● **PROBLEM STATEMENT**
Will you write out all the entries below exactly?

● **DATA TO PROCESS**
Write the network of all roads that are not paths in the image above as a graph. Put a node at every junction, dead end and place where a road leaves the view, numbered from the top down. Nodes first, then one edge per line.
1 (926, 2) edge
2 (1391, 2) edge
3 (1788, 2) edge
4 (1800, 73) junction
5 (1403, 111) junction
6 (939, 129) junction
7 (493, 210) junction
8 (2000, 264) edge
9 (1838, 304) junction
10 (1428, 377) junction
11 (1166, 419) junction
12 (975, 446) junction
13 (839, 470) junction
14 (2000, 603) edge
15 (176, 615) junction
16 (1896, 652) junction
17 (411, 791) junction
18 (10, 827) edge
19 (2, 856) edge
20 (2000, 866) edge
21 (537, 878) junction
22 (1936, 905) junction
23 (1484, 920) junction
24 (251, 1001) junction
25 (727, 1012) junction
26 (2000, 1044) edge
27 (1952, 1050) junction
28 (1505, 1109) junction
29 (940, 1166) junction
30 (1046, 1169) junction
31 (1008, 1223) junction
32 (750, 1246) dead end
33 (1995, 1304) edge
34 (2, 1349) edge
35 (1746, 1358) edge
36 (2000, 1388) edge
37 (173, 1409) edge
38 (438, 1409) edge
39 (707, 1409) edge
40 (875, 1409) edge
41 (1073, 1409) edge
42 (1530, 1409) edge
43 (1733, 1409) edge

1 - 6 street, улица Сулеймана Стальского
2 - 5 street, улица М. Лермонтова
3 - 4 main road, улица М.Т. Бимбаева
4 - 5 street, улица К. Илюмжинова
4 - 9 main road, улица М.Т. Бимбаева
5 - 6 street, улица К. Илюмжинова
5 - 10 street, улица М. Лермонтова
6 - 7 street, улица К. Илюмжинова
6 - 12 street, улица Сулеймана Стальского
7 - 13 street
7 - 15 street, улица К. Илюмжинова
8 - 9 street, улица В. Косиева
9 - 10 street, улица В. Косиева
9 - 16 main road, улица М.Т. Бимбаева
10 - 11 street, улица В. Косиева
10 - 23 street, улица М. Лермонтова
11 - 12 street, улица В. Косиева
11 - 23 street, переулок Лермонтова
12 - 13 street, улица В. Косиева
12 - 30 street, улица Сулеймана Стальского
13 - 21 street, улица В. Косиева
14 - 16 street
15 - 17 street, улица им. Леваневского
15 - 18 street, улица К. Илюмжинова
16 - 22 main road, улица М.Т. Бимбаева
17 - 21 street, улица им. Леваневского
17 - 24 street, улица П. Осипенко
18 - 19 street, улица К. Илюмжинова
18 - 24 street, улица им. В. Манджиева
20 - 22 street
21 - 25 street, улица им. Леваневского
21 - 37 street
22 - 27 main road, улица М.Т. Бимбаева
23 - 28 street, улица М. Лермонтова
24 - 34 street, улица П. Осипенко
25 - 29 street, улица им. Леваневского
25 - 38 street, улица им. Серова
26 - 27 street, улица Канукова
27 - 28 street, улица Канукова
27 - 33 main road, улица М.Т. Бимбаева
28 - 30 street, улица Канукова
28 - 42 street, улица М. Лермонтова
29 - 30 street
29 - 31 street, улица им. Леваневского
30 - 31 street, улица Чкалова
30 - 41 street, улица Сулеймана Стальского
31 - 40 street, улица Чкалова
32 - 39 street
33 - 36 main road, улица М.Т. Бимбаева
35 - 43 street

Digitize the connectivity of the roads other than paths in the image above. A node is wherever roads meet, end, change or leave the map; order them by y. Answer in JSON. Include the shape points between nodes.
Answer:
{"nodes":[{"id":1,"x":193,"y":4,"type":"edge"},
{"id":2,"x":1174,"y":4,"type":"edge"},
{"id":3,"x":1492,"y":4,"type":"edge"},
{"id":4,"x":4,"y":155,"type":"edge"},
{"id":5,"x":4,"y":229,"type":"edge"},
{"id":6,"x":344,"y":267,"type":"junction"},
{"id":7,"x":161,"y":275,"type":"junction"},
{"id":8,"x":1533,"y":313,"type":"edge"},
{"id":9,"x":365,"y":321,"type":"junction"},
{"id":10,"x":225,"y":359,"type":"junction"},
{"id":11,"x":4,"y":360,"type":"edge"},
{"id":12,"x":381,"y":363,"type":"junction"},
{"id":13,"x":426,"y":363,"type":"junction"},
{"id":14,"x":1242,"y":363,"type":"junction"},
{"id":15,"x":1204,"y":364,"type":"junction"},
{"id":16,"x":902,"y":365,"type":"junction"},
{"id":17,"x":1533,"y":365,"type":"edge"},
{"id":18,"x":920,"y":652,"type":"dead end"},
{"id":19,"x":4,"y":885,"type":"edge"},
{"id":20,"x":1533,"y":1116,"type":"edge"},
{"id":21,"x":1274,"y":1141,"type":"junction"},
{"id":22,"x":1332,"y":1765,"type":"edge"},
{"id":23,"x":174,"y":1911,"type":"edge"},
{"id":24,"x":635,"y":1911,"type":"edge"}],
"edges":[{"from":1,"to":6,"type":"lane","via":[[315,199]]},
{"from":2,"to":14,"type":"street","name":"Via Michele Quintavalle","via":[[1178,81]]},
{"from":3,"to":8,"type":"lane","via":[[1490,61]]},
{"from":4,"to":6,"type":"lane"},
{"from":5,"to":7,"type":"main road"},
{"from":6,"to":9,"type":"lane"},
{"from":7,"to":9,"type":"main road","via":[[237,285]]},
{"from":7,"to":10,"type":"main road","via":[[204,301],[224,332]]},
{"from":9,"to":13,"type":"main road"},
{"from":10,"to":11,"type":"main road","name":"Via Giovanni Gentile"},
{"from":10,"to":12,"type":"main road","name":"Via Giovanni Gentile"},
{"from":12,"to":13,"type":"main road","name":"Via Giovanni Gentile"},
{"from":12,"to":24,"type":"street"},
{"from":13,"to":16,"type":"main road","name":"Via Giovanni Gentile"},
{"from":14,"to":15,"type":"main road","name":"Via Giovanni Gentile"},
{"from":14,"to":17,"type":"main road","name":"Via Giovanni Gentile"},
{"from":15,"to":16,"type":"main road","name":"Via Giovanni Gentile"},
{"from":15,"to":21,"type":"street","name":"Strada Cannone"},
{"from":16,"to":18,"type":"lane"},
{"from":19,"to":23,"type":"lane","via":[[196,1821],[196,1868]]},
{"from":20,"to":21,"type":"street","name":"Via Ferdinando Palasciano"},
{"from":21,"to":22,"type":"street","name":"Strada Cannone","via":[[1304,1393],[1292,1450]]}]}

● **COMPLETED TASK**
Write the network of all roads that are not paths in the image above as a graph. Put a node at every junction, dead end and place where a road leaves the view, numbered from the top down. Nodes first, then one edge per line.
1 (926, 2) edge
2 (1391, 2) edge
3 (1788, 2) edge
4 (1800, 73) junction
5 (1403, 111) junction
6 (939, 129) junction
7 (493, 210) junction
8 (2000, 264) edge
9 (1838, 304) junction
10 (1428, 377) junction
11 (1166, 419) junction
12 (975, 446) junction
13 (839, 470) junction
14 (2000, 603) edge
15 (176, 615) junction
16 (1896, 652) junction
17 (411, 791) junction
18 (10, 827) edge
19 (2, 856) edge
20 (2000, 866) edge
21 (537, 878) junction
22 (1936, 905) junction
23 (1484, 920) junction
24 (251, 1001) junction
25 (727, 1012) junction
26 (2000, 1044) edge
27 (1952, 1050) junction
28 (1505, 1109) junction
29 (940, 1166) junction
30 (1046, 1169) junction
31 (1008, 1223) junction
32 (750, 1246) dead end
33 (1995, 1304) edge
34 (2, 1349) edge
35 (1746, 1358) edge
36 (2000, 1388) edge
37 (173, 1409) edge
38 (438, 1409) edge
39 (707, 1409) edge
40 (875, 1409) edge
41 (1073, 1409) edge
42 (1530, 1409) edge
43 (1733, 1409) edge

1 - 6 street, улица Сулеймана Стальского
2 - 5 street, улица М. Лермонтова
3 - 4 main road, улица М.Т. Бимбаева
4 - 5 street, улица К. Илюмжинова
4 - 9 main road, улица М.Т. Бимбаева
5 - 6 street, улица К. Илюмжинова
5 - 10 street, улица М. Лермонтова
6 - 7 street, улица К. Илюмжинова
6 - 12 street, улица Сулеймана Стальского
7 - 13 street
7 - 15 street, улица К. Илюмжинова
8 - 9 street, улица В. Косиева
9 - 10 street, улица В. Косиева
9 - 16 main road, улица М.Т. Бимбаева
10 - 11 street, улица В. Косиева
10 - 23 street, улица М. Лермонтова
11 - 12 street, улица В. Косиева
11 - 23 street, переулок Лермонтова
12 - 13 street, улица В. Косиева
12 - 30 street, улица Сулеймана Стальского
13 - 21 street, улица В. Косиева
14 - 16 street
15 - 17 street, улица им. Леваневского
15 - 18 street, улица К. Илюмжинова
16 - 22 main road, улица М.Т. Бимбаева
17 - 21 street, улица им. Леваневского
17 - 24 street, улица П. Осипенко
18 - 19 street, улица К. Илюмжинова
18 - 24 street, улица им. В. Манджиева
20 - 22 street
21 - 25 street, улица им. Леваневского
21 - 37 street
22 - 27 main road, улица М.Т. Бимбаева
23 - 28 street, улица М. Лермонтова
24 - 34 street, улица П. Осипенко
25 - 29 street, улица им. Леваневского
25 - 38 street, улица им. Серова
26 - 27 street, улица Канукова
27 - 28 street, улица Канукова
27 - 33 main road, улица М.Т. Бимбаева
28 - 30 street, улица Канукова
28 - 42 street, улица М. Лермонтова
29 - 30 street
29 - 31 street, улица им. Леваневского
30 - 31 street, улица Чкалова
30 - 41 street, улица Сулеймана Стальского
31 - 40 street, улица Чкалова
32 - 39 street
33 - 36 main road, улица М.Т. Бимбаева
35 - 43 street

Digitize the connectivity of the roads other than paths in the image above. A node is wherever roads meet, end, change or leave the map; order them by y. Answer in JSON. Include the shape points between nodes.
Answer:
{"nodes":[{"id":1,"x":193,"y":4,"type":"edge"},
{"id":2,"x":1174,"y":4,"type":"edge"},
{"id":3,"x":1492,"y":4,"type":"edge"},
{"id":4,"x":4,"y":155,"type":"edge"},
{"id":5,"x":4,"y":229,"type":"edge"},
{"id":6,"x":344,"y":267,"type":"junction"},
{"id":7,"x":161,"y":275,"type":"junction"},
{"id":8,"x":1533,"y":313,"type":"edge"},
{"id":9,"x":365,"y":321,"type":"junction"},
{"id":10,"x":225,"y":359,"type":"junction"},
{"id":11,"x":4,"y":360,"type":"edge"},
{"id":12,"x":381,"y":363,"type":"junction"},
{"id":13,"x":426,"y":363,"type":"junction"},
{"id":14,"x":1242,"y":363,"type":"junction"},
{"id":15,"x":1204,"y":364,"type":"junction"},
{"id":16,"x":902,"y":365,"type":"junction"},
{"id":17,"x":1533,"y":365,"type":"edge"},
{"id":18,"x":920,"y":652,"type":"dead end"},
{"id":19,"x":4,"y":885,"type":"edge"},
{"id":20,"x":1533,"y":1116,"type":"edge"},
{"id":21,"x":1274,"y":1141,"type":"junction"},
{"id":22,"x":1332,"y":1765,"type":"edge"},
{"id":23,"x":174,"y":1911,"type":"edge"},
{"id":24,"x":635,"y":1911,"type":"edge"}],
"edges":[{"from":1,"to":6,"type":"lane","via":[[315,199]]},
{"from":2,"to":14,"type":"street","name":"Via Michele Quintavalle","via":[[1178,81]]},
{"from":3,"to":8,"type":"lane","via":[[1490,61]]},
{"from":4,"to":6,"type":"lane"},
{"from":5,"to":7,"type":"main road"},
{"from":6,"to":9,"type":"lane"},
{"from":7,"to":9,"type":"main road","via":[[237,285]]},
{"from":7,"to":10,"type":"main road","via":[[204,301],[224,332]]},
{"from":9,"to":13,"type":"main road"},
{"from":10,"to":11,"type":"main road","name":"Via Giovanni Gentile"},
{"from":10,"to":12,"type":"main road","name":"Via Giovanni Gentile"},
{"from":12,"to":13,"type":"main road","name":"Via Giovanni Gentile"},
{"from":12,"to":24,"type":"street"},
{"from":13,"to":16,"type":"main road","name":"Via Giovanni Gentile"},
{"from":14,"to":15,"type":"main road","name":"Via Giovanni Gentile"},
{"from":14,"to":17,"type":"main road","name":"Via Giovanni Gentile"},
{"from":15,"to":16,"type":"main road","name":"Via Giovanni Gentile"},
{"from":15,"to":21,"type":"street","name":"Strada Cannone"},
{"from":16,"to":18,"type":"lane"},
{"from":19,"to":23,"type":"lane","via":[[196,1821],[196,1868]]},
{"from":20,"to":21,"type":"street","name":"Via Ferdinando Palasciano"},
{"from":21,"to":22,"type":"street","name":"Strada Cannone","via":[[1304,1393],[1292,1450]]}]}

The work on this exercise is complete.